I recently saw M. Night Shyamalan’s new movie, The Happening. I could give my two cent review on this film, but everybody nowadays is a critic. All you have to do is go to to see what the major critics feel about the film. Most don’t like it. And as big of a fan as I am of Shyamalan’s, I have to agree with them.

But before I go on, let me share something. It is far easier to criticize than it is to create. Everybody can start a blog and then start ranting off every single opinion they have. That’s fine—rant and rave all you want. It’s one thing to create an opinion over something that somebody made. A movie, an album, a novel. But to create something out of nothing—not that’s hard work. And most people don’t know just how hard it is.

When dealing with stories, whether it’s in book form or movie form, it usually starts with a premise. A great idea that worthy of building a whole story around. I know something about this—I get ideas all the time, and recently had two great premises which I wrote novels off of. What I learned in both cases is that a great premise is not enough. You need to create tension and stakes and characters and a complete story to build that premise on.

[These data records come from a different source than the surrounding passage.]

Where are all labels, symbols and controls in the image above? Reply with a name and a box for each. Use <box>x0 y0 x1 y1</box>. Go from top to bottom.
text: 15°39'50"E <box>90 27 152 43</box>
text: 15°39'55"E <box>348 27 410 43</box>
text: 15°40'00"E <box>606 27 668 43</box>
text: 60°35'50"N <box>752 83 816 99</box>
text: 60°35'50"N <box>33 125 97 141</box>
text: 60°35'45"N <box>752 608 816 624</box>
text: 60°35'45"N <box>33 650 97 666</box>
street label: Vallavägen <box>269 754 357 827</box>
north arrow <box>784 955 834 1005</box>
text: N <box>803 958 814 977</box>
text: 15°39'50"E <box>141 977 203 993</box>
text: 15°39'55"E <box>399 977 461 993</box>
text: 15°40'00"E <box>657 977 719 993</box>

I think this is where The Happening falls apart. We could debate if the premise itself is good enough to make a movie out of. Let’s assume it is. The rest of the film just doesn’t work—things like the story, dialogue, tension, the climax. I have a feeling that Shyamalan got the premise and dove right into the movie without spending enough time on the story itself. 

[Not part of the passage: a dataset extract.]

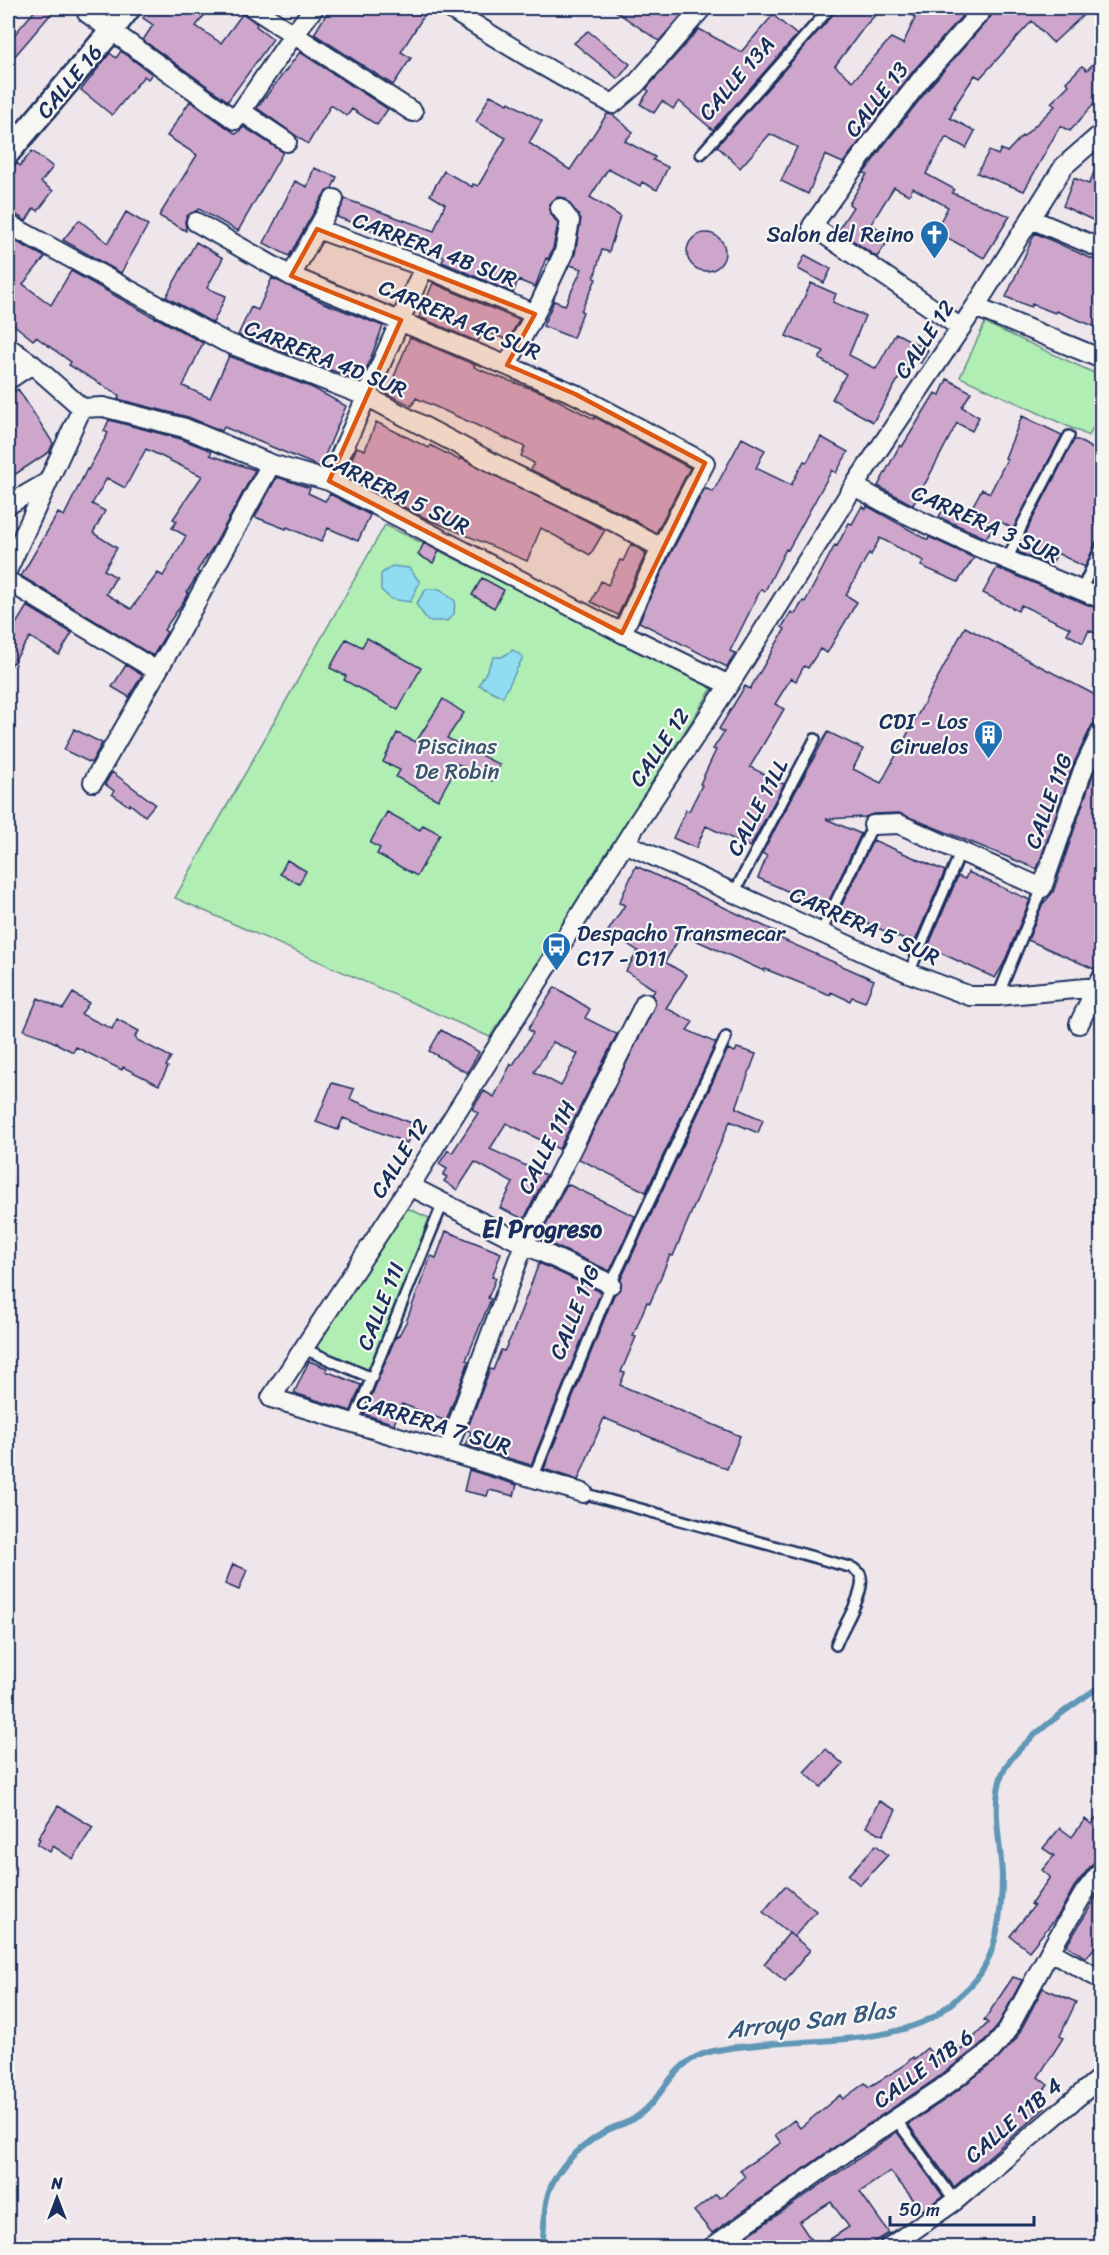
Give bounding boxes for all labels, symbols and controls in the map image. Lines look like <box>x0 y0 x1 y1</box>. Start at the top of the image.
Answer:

I recently handed a book in which is built around a very compelling premise. But I didn’t do a good enough job in the area of stakes and tension. I’m going back through the story to ratchet up the stakes and the drama and to work on sharpening the storytelling and the characters. It’s a hard job—sometimes I hate this process, because it makes me feel so inept at times. But that’s the process of creating something out of nothing. You put it out there to get critiqued. At this point, I’m in the rewriting stage, and the input I’m getting from my editor is dead on. I trust her. I need to trust her because sometimes I don’t even trust myself.

But usually out of soul-searching and struggling comes an improved story.

I have a feeling that someone as big and brilliant as M. Night Shyamalan doesn’t have those around him to tell him no. I live in a “no” world. Heck—even my 19-month old daughter loves telling me no. I have not had enough success to allow me the luxury of being surrounded by “yes” people. And I’m fortunate for that. Because I’m having to work harder to craft a story.

But hopefully that story will pay off and be rewarding for the reader. As brilliant as Shyamalan is (and I love all of his other movies including Lady in the Water), he needs input and guidance. He needs someone he trusts to pull him aside and say “this is corny” or “this just isn’t happening.” Okay, sorry, bad pun. But it’s true.

Sometimes it’s good to see something that’s not so brilliant to help get your courage back on the upswing. Not everybody can create a masterpiece, and even those who do probably aren't sure whether it's a masterpiece or a mess. Sometimes when you see something that is really, truly messy, you can understand why a story works and why another doesn’t.